USCG, Navy, First Responders Complete Search-And-Rescue Exercises

MH-65 Dolphin helicopter
MH-65 Dolphin helicopter
An Air Station Barbers Point MH-65 Dolphin helicopter crew retrieves a mannequin representing the missing person during a Search and Rescue Exercise (SAREX) on the Island of Hawaii, May 20, 2022. SAREXs are held annually throughout the Hawaiian Islands. They are designed to evaluate notification and response procedures and identify shortfalls in communication and coordination of response during SAR incidents. U.S. Coast Guard photo courtesy of U.S. Coast Guard Sector Honolulu.

The U.S. Coast Guard, U.S. Navy, Hawaii Fire Department, Hawaii Police Department, Ocean Safety and other responders successfully concluded two search and rescue exercises (SAREX) on the Island of Hawaii on May 20.

Coast Guard Sector Honolulu personnel hold SAREXs annually throughout the Hawaiian Islands which are designed to evaluate notification and response procedures and identify shortfalls in communication and coordination of response during SAR incidents.

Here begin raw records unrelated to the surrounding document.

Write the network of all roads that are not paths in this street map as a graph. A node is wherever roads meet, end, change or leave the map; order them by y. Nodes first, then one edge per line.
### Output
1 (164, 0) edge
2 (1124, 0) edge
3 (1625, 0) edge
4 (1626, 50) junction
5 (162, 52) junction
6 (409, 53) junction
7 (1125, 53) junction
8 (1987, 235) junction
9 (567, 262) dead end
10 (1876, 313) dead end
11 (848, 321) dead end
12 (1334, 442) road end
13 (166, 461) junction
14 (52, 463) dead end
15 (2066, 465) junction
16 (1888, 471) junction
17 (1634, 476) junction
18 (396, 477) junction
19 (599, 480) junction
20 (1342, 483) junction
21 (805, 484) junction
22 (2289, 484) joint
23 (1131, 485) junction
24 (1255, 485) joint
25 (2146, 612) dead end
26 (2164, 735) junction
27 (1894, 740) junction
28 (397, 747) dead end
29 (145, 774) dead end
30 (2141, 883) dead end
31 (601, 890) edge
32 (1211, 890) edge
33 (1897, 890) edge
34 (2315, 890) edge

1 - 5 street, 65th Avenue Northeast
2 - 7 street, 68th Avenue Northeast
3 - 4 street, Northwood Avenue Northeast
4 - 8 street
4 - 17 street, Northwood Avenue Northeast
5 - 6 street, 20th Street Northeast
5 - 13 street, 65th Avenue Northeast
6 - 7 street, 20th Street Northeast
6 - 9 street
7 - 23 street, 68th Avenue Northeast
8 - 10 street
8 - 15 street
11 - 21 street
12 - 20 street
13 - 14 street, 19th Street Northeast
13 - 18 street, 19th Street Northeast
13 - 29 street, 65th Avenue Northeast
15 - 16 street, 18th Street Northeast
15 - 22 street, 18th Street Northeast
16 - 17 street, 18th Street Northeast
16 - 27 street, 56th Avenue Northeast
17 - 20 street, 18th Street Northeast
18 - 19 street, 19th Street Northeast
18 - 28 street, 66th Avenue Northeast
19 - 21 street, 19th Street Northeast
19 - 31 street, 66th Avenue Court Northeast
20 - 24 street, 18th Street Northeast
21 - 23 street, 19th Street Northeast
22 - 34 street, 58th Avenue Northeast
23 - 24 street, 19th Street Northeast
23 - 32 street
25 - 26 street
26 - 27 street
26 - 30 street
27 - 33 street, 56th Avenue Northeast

“This was the first time for me participating and assisting with planning or organization of our joint SAREX,” said Darwin Okinaka, an assistant fire chief with the Hawai’i Fire Department. “Charles Turner, a Coast Guard Sector Honolulu Search and Rescue coordinator, and I connected and started planning back in 2020, and due to COVID, we had to cancel the exercise. Gladly this year allowed us to start up again. Due to the duration and many new faces in our rescue companies, I asked Charles if it would be possible to do an exercise on each side of the island, since we have one rescue company on each side. He gladly agreed and we coordinated in that manner.”

The first exercise began in Hilo, Hawaii with asset open houses at Hilo International Airport and the Port of Hilo.

“What was nice this year was that Charles had the idea of hosting a presentation “show and tell” day prior to the exercise days, which went into more detail about what everyone’s capabilities were, and how they could integrate with our operations,” Okinaka said. This portion enhanced the experience for everyone tremendously. Because of that, we included all of our Rescue personnel, not only those who were on shift that day.”

The following day, the partners held a mock search for an overdue kayaker at the Hilo Bayfront Beach Park.

Once a simulated call was made to Hawaii County dispatch reporting a missing Kayaker, the agencies established an incident command post and deployed response teams to conduct searches of the area for a mannequin representing the missing person, which was located by a Hawaii Fire Department helicopter crew and retrieved by the crew of the Coast Guard cutter William Hart.

“Each Hawaiian Island is unique and presents its own challenges when it comes to the search and rescue mission,” Lt. Lindsey Neumann, the Coast Guard Sector Honolulu command center chief, said. “SAREXs are great relationship building opportunities that test our interagency collaboration and capabilities to improve our operational effectiveness.”

A second open-water exercise was later held off Kawaihae with a similar case of an overdue Kayaker.

“This truly was a great experience for us and being able to make the relationships that we now have to better our collaboration in the future is awesome,” Okinaka said.

The stated goals of the Coast Guard search and rescue program are to minimize loss of life, injury, and property loss and damage in the maritime environment, minimize the risk to responders, optimize the use of resources, and remain a world leader in maritime search-and-rescue experience and effectiveness.

Agencies involved in the SAREXs on the Island of Hawaii included: Coast Guard Sector Honolulu Command Center; Coast Guard Air Station Barbers Point Dolphin; Coast Guard cutter William Hart; the United States Navy SH-60B Seahawk Aircrew; Hawaii County Ocean Safety and Lifeguard Services Responders; Department of Land and Natural Resources Hawaii Division of Conservation and Resource Enforcement Responders; and the NOAA Office of Law Enforcement.